By Maria T. Albanese, JD, LL.M, Checkpoint News
The South Carolina Supreme Court affirmed a decision by the South Carolina Court of Appeals, which affirmed an Administrative Law Court (ALC) order upholding a $12,490,502.15 assessment by the South Carolina Department of Revenue for unpaid sales tax, penalties, and interest. The assessment stemmed from the Amazon Services, LLC’s (“Amazon”) failure to collect and remit sales taxes on transactions involving third-party merchants on Amazon’s website selling to South Carolina residents during the first quarter of 2016. (Amazon Services, LLC v. S.C. Dept. of Rev., S.C. S. Ct. Case No. 28319, 03/18/2026.)

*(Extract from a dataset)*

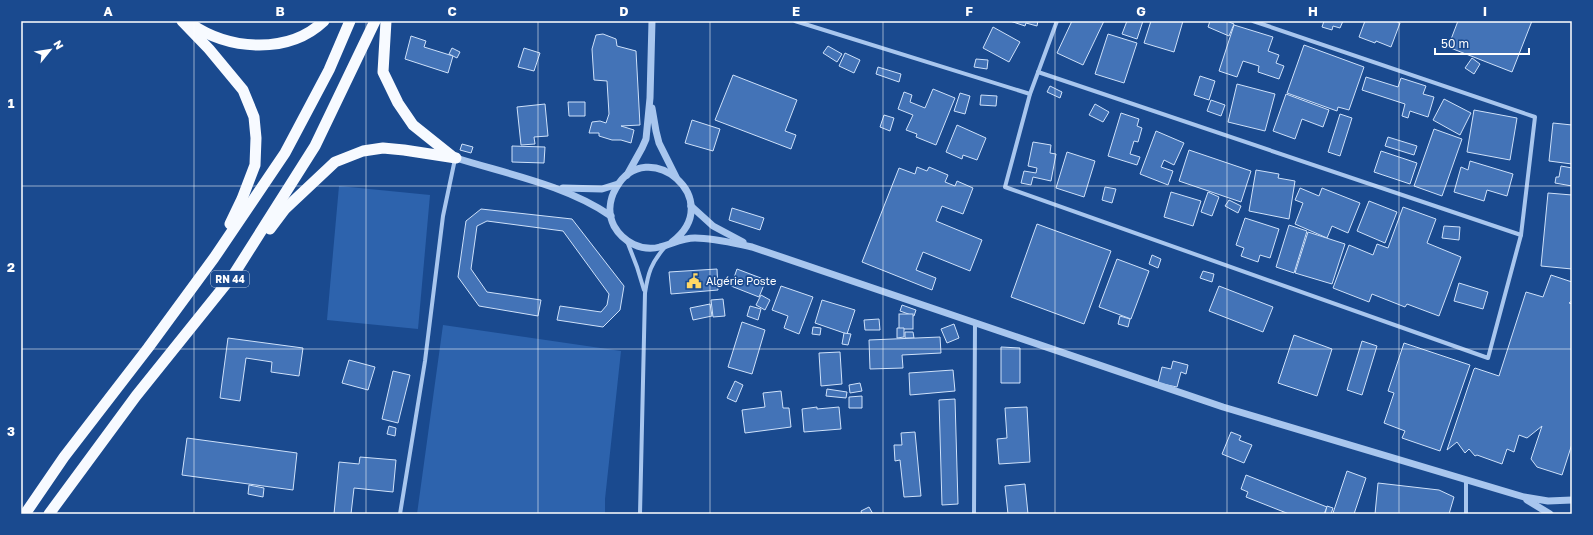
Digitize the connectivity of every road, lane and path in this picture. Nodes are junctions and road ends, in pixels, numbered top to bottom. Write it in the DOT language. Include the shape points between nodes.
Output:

Violation of Due Process Challenge
Amazon argued that it was not a “seller” as defined in as defined in S.C. Code Ann. § 12-36-70(1)(A), because it did not directly own or sell the goods, and therefore applying the tax obligation retroactively to marketplace facilitators violated due process because the legislature did not explicitly require marketplace facilitators to collect tax until Act 21 of 2019. The court noted that the Department had applied the statute as written in 2016, well before Act 21 was enacted, and therefore there was no retroactive application and no due process violation.
“Engaged in Business of Selling” vs. “Seller”
The court instead focused on the phrase “engaged . . . in the business of selling”, under S.C. Code Ann. § 12-36-910(A) of the South Carolina Sales and Use Tax Act, which provides “a sales tax, equal to 5% of the gross proceeds of sales, is imposed upon every person engaged or continuing within this State in the business of selling tangible personal property at retail.” The court interpreted “engaged” according to ordinary usage, i.e., “involved in activity” or “employ or involve oneself. ” The court concluded that Amazon’s involvement in third-party transactions made it integral to the sale process, as it had extensive control over third-party sales, including setting pricing rules; controlling product listings and customer notifications; managing payment processing via Amazon Payments; handling shipping notifications and returns; and disbursing funds to sellers after deducting fees. Because Amazon’s actions were essential to every third-party transaction, the court found it was “engaged in the business of selling,” and not merely providing incidental services. Amazon structured its business model in a way that provided it with comprehensive control, which was so significant that a third-party transaction could not occur on Amazon.com without actions taken by Amazon. Furthermore, the court found S.C. Code Ann. § 12-36-910(A) to be unambiguous, and therefore the text could be applied as written, and rejected Amazon’s argument that it needed to apply the rules of statutory construction, which resolves any doubt in favor of the taxpayer.
Holding
The supreme court affirmed the court of appeals ruling that upheld the assessment, holding that Amazon was “engaged in the business of selling” within the meaning of S.C. Code Ann. § 12-36-910(A), even though it did not own or directly sell the goods involved in third-party transactions.
Dissent: The dissent stated that Amazon could plausibly argue it was not receiving consideration “for” the sale (only service fees), and thus not “engaged in the business of selling.” The dissent found both interpretations of the statute reasonable, creating substantial doubt, and that under established precedent, doubt in tax statutes must be resolved in favor of the taxpayer.